22. Le 7 mars 2017, Mme Călin a introduit une (troisième) demande de révision visant l’arrêt de la juridiction de deuxième instance du 16 janvier 2017. Cette demande fait l’objet de la procédure au principal. Dans cette demande, Mme Călin affirme que l’arrêt du 16 janvier 2017 enfreint notamment le principe de coopération loyale consacré à l’article 4, paragraphe 3, TUE. Elle estime que cet arrêt, dans la mesure où il a appliqué l’arrêt no 45/2016 de l’ICCJ, rend impossible l’obtention de la
restitution de la taxe dont l’incompatibilité avec le droit de l’Union a été constatée par l’arrêt Budişan (C‑586/14, EU:C:2016:421) de la Cour.
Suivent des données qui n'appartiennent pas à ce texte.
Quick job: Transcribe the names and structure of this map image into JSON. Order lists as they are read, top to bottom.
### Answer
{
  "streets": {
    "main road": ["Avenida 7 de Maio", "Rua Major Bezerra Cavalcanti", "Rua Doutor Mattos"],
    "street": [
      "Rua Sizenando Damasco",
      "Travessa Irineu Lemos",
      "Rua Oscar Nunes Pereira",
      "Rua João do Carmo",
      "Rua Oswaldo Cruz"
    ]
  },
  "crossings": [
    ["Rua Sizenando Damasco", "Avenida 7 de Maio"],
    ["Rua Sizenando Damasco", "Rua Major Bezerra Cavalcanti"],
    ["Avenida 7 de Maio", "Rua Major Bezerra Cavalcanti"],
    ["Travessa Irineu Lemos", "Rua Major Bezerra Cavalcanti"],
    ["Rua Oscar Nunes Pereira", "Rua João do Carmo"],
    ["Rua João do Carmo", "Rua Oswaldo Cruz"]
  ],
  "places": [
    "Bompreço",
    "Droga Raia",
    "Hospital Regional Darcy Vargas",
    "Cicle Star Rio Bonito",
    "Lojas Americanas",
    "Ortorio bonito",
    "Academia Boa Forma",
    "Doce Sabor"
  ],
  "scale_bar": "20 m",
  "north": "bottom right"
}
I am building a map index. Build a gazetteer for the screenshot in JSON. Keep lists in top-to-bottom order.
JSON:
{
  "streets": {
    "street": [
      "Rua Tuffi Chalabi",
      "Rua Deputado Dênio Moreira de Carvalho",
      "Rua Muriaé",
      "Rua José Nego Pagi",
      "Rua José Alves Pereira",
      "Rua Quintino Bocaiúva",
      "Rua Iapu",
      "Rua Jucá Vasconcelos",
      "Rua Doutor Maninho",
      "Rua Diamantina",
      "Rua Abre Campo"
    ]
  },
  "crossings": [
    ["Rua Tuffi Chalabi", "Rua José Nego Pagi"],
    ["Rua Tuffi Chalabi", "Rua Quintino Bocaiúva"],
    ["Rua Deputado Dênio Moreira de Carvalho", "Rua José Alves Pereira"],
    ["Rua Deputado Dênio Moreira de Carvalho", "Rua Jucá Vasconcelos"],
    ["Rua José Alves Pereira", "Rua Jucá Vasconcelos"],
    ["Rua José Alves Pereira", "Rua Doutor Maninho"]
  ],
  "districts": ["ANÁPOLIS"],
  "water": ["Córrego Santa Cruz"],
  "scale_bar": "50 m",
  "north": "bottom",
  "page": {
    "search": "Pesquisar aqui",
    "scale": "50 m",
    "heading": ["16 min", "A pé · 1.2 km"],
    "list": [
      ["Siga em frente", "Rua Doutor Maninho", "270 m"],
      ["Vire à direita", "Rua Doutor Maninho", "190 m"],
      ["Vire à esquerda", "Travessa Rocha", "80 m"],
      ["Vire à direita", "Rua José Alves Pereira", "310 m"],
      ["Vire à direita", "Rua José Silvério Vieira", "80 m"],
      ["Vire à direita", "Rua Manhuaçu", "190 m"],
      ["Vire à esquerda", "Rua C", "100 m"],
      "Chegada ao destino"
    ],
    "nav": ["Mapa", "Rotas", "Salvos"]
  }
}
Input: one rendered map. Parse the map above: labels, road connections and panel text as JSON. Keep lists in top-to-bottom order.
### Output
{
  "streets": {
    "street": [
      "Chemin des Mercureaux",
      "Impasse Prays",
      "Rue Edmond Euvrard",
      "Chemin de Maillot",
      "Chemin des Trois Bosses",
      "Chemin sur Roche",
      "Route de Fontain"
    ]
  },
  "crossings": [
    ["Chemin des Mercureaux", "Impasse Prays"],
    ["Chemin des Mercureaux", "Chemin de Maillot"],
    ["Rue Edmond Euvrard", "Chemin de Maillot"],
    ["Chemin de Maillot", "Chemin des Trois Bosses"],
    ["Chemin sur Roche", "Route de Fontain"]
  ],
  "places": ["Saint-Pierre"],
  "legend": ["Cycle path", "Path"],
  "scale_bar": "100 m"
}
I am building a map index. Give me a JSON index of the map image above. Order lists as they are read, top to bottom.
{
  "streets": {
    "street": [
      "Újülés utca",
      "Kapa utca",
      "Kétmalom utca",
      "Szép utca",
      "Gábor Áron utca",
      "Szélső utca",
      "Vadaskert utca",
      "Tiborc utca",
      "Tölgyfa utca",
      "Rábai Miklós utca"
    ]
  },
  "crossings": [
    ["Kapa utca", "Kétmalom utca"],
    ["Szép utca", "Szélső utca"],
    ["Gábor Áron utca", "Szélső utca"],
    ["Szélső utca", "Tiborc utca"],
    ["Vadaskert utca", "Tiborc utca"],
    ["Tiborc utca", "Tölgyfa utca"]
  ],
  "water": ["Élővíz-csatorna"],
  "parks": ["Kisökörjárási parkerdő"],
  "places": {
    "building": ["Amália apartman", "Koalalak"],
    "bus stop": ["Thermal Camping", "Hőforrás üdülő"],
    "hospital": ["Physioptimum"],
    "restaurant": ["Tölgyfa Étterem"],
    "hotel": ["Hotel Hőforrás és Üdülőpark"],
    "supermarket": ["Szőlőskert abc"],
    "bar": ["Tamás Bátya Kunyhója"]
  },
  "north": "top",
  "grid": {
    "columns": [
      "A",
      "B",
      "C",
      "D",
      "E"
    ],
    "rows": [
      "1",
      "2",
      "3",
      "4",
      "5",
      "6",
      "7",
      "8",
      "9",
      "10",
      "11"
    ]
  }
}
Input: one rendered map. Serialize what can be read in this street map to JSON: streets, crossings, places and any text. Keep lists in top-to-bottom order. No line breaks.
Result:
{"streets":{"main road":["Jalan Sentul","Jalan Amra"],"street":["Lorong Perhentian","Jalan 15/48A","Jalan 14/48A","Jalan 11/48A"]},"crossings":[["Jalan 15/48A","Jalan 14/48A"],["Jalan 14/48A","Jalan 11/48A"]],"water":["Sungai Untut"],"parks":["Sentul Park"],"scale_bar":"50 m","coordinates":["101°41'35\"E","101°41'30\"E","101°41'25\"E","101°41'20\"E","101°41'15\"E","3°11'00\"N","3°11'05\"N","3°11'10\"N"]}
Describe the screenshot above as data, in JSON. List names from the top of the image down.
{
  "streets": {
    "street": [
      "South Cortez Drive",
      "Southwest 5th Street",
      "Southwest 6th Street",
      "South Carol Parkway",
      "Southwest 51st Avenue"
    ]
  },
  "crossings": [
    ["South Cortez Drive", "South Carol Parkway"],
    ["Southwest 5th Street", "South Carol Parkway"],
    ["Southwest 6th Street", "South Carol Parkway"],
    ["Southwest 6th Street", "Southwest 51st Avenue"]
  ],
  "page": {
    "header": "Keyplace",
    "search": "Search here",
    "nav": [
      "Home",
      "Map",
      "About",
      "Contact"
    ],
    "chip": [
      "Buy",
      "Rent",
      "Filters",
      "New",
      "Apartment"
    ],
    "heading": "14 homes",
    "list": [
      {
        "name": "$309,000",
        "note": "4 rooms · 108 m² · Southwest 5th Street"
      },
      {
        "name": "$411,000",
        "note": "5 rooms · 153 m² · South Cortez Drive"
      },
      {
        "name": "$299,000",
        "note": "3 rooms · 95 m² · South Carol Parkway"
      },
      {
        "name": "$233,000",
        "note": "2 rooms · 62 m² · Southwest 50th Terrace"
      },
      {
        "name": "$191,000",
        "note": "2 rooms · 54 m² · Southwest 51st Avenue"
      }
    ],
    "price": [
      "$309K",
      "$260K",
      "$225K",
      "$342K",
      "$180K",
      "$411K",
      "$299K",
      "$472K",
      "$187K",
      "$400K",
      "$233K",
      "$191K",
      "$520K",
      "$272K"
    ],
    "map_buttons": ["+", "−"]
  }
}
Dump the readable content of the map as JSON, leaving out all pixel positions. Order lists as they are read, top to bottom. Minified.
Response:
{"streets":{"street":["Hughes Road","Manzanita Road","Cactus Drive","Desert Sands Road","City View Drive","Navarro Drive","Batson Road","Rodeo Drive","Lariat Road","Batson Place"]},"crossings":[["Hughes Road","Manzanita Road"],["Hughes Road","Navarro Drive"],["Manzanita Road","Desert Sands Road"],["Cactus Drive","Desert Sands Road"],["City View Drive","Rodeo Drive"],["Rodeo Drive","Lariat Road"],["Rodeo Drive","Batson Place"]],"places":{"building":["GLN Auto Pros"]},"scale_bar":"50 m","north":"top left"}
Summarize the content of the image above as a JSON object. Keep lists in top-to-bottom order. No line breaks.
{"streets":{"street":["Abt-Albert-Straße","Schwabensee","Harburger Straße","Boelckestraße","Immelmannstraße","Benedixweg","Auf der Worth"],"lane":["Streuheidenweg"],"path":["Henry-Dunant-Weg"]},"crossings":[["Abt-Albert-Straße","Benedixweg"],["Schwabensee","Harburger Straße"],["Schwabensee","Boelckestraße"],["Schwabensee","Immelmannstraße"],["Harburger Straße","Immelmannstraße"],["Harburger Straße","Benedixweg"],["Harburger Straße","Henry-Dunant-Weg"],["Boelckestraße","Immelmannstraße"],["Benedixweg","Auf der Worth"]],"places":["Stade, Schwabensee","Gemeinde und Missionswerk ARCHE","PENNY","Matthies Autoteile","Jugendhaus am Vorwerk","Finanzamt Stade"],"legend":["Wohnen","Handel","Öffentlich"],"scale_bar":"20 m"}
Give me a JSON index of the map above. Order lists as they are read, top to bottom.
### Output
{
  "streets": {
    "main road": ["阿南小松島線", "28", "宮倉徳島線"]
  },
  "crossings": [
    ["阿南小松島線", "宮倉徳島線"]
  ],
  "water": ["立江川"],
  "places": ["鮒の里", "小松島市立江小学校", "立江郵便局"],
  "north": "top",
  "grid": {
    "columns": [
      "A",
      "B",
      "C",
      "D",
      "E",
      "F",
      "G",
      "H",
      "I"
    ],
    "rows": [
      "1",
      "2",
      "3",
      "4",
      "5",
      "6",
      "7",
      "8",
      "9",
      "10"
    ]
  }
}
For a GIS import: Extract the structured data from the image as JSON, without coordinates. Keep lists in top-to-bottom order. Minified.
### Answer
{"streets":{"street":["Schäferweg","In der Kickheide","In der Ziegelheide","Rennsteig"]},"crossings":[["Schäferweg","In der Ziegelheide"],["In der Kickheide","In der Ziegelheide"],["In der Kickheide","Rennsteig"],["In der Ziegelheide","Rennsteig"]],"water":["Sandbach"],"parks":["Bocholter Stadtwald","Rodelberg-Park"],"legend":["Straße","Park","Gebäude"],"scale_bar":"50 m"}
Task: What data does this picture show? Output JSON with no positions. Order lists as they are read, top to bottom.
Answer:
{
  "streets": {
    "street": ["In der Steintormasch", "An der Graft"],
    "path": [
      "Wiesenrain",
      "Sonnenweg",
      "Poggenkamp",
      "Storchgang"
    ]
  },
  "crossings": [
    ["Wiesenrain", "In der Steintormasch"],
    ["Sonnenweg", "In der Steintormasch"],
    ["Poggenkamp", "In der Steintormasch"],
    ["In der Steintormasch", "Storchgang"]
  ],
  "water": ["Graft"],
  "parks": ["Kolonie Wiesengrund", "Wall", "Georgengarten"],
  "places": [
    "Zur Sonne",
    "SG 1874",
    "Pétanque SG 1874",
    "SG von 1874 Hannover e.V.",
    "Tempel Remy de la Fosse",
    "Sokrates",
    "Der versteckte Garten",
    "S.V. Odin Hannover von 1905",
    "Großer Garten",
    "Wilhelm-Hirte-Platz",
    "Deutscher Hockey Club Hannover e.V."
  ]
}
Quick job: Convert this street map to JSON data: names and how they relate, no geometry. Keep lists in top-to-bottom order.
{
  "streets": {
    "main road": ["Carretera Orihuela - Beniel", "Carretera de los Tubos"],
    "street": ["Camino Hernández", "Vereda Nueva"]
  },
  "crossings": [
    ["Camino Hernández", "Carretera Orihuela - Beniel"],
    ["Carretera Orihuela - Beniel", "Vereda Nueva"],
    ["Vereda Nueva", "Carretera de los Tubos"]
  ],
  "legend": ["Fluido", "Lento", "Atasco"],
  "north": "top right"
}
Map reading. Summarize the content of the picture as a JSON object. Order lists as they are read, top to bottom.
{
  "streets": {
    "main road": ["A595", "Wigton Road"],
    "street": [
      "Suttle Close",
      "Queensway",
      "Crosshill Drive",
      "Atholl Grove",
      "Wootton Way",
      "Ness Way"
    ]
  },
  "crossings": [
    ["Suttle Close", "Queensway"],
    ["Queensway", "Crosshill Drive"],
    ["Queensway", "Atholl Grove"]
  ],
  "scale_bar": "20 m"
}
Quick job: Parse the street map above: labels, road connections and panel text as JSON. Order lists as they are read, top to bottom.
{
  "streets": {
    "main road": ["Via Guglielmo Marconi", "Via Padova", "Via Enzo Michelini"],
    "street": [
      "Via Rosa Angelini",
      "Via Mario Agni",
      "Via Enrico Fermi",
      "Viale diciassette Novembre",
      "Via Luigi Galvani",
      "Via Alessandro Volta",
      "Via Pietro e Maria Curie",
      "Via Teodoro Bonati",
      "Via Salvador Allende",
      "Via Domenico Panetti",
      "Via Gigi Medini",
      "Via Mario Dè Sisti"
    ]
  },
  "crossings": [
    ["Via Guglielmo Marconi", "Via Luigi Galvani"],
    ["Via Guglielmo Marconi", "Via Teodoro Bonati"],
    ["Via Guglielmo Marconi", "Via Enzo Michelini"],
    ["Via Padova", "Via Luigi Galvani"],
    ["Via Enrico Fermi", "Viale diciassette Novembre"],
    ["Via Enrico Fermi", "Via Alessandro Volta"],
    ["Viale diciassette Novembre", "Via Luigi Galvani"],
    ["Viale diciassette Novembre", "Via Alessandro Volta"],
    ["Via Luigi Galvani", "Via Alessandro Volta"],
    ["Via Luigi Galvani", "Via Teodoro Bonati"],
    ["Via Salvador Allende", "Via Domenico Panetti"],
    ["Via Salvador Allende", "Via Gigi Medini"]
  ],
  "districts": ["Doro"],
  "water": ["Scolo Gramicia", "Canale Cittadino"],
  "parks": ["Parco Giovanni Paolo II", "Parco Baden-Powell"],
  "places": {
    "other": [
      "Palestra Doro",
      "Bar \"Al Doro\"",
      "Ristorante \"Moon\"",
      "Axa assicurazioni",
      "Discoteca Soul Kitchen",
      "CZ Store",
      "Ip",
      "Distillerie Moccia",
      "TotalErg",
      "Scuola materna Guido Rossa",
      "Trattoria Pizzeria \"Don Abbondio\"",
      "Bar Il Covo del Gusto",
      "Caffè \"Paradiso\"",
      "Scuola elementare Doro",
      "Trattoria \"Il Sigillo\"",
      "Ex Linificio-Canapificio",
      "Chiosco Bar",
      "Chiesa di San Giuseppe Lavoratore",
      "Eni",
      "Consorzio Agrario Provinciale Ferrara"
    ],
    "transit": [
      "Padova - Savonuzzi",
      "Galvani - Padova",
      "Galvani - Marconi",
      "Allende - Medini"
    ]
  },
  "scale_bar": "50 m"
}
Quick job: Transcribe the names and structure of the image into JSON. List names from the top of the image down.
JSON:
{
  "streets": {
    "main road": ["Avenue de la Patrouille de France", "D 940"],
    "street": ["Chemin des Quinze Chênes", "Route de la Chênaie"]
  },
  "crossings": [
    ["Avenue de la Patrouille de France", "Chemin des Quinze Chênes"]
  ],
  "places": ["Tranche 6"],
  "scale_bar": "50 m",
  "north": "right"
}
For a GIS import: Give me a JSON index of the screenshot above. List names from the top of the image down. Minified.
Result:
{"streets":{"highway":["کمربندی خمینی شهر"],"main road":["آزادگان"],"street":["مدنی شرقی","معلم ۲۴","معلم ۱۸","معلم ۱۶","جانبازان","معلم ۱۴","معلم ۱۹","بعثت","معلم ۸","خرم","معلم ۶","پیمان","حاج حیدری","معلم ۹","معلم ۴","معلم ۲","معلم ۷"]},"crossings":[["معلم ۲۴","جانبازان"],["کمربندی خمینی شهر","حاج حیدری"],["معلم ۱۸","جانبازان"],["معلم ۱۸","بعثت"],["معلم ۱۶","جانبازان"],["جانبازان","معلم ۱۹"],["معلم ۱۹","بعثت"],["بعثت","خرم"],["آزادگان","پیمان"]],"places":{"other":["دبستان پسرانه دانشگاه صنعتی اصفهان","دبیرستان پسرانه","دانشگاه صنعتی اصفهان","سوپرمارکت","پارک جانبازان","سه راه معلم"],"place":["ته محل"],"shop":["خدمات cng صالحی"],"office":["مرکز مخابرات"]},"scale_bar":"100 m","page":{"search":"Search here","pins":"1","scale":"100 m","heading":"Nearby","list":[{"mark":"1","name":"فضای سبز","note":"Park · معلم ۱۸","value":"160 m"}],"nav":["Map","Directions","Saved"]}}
23. La juridiction de deuxième instance, la Curtea de Apel Ploieşti (cour d’appel de Ploiești, ci-après la « juridiction de renvoi ») partage essentiellement les doutes de Mme Călin quant à la compatibilité de l’article 21, paragraphe 2, de la loi no 554/2004, tel qu’interprété dans l’arrêt no 45/2016 de l’ICCJ, avec le droit de l’Union et plus particulièrement, entre autres, avec les principes de coopération loyale, de sécurité juridique, d’équivalence et d’effectivité. Par ailleurs, la juridiction
de renvoi cite la jurisprudence de la Cour en vertu de laquelle le droit de l’Union n’impose pas au juge national d’écarter l’application des règles de procédure internes conférant l’autorité de la chose jugée à une décision juridictionnelle, même si cela permettrait de remédier à une situation nationale incompatible avec ce droit. En outre, la juridiction de renvoi souligne que la Cour a également relevé que si les règles de procédure internes applicables comportent la possibilité, sous
certaines conditions, pour le juge national de revenir sur une décision revêtue de l’autorité de la chose jugée pour rendre la situation compatible avec le droit national, cette possibilité doit, conformément aux principes d’équivalence et d’effectivité, prévaloir, si ces conditions sont réunies, afin que soit restaurée la conformité de la situation en cause avec le droit de l’Union.
24. Pour les recours en restitution du timbre environnemental qui ont été rejetés de manière définitive avant que la Cour ne se prononce dans l’affaire Budișan [arrêt du 9 juin 2016 (C‑586/14, EU:C:2016:421)], la décision de renvoi signale que la seule voie procédurale actuellement ouverte serait d’introduire une demande de révision conformément à l’article 21, paragraphe 2, de la loi no 554/2004. Ainsi, si la juridiction de renvoi donnait effet à l’arrêt no 45/2016 de l’ICCJ, Mme Călin ne pourrait
plus demander la révision de l’arrêt du 16 janvier 2017 et, de ce fait, elle ne pourrait plus obtenir le remboursement de cette taxe.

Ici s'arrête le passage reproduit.